Work instructions:
The answer is every line of the records that holds the word "Oostzeelaan", copied in full.

Data under study:
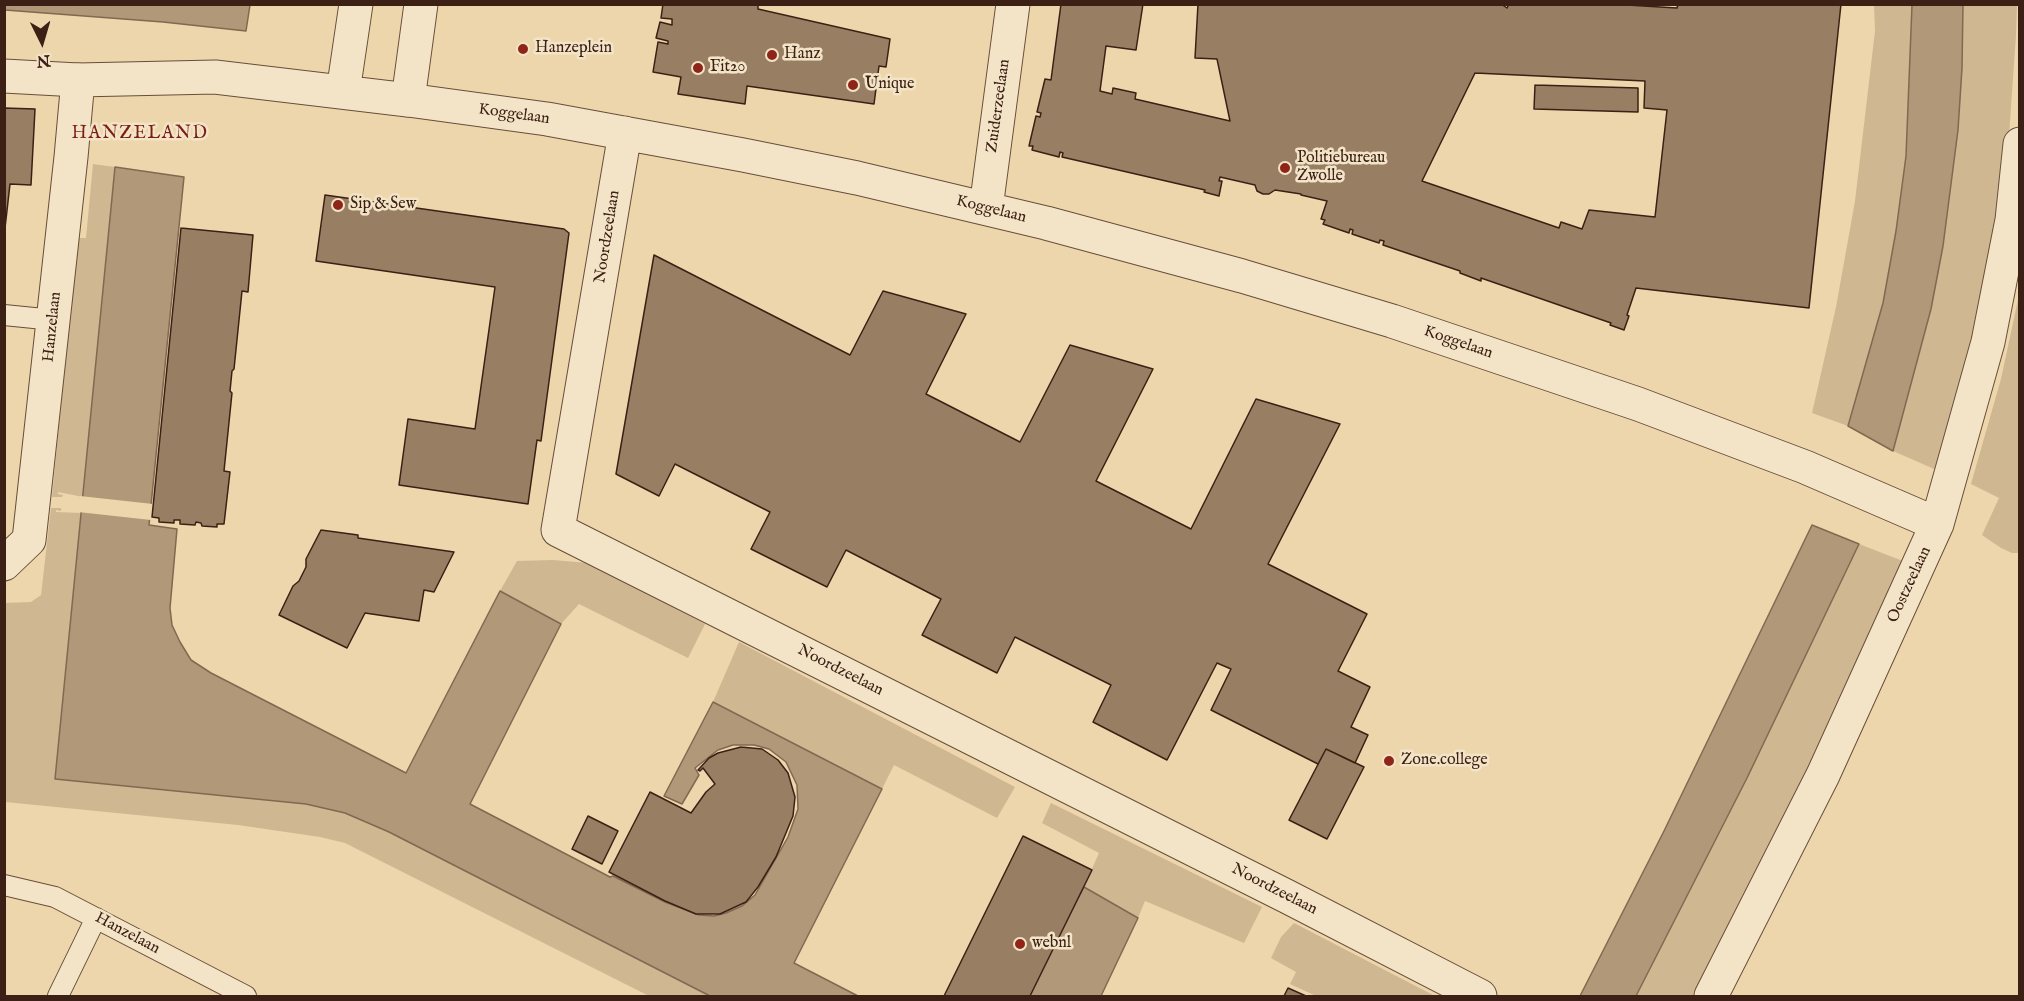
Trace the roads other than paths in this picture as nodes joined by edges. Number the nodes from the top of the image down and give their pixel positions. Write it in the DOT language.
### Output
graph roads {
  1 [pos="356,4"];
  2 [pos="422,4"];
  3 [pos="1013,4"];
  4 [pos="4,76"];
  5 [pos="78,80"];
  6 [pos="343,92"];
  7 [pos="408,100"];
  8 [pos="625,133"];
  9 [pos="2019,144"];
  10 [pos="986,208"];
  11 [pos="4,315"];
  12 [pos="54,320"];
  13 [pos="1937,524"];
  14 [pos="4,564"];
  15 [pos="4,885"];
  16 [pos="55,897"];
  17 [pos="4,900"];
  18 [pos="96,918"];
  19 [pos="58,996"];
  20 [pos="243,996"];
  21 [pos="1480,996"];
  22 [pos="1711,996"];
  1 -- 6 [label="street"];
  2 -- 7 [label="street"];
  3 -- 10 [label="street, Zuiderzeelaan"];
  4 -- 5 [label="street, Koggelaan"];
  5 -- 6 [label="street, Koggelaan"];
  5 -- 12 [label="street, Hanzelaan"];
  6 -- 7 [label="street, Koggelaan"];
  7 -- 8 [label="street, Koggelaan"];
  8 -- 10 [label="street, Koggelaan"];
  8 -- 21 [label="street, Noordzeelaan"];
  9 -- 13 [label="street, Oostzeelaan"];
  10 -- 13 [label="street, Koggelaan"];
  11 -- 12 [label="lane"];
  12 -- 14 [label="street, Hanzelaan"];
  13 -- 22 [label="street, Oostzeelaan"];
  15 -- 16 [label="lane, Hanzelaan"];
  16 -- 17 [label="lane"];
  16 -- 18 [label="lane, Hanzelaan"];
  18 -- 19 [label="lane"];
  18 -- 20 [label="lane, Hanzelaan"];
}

Finished task:
  9 -- 13 [label="street, Oostzeelaan"];
  13 -- 22 [label="street, Oostzeelaan"];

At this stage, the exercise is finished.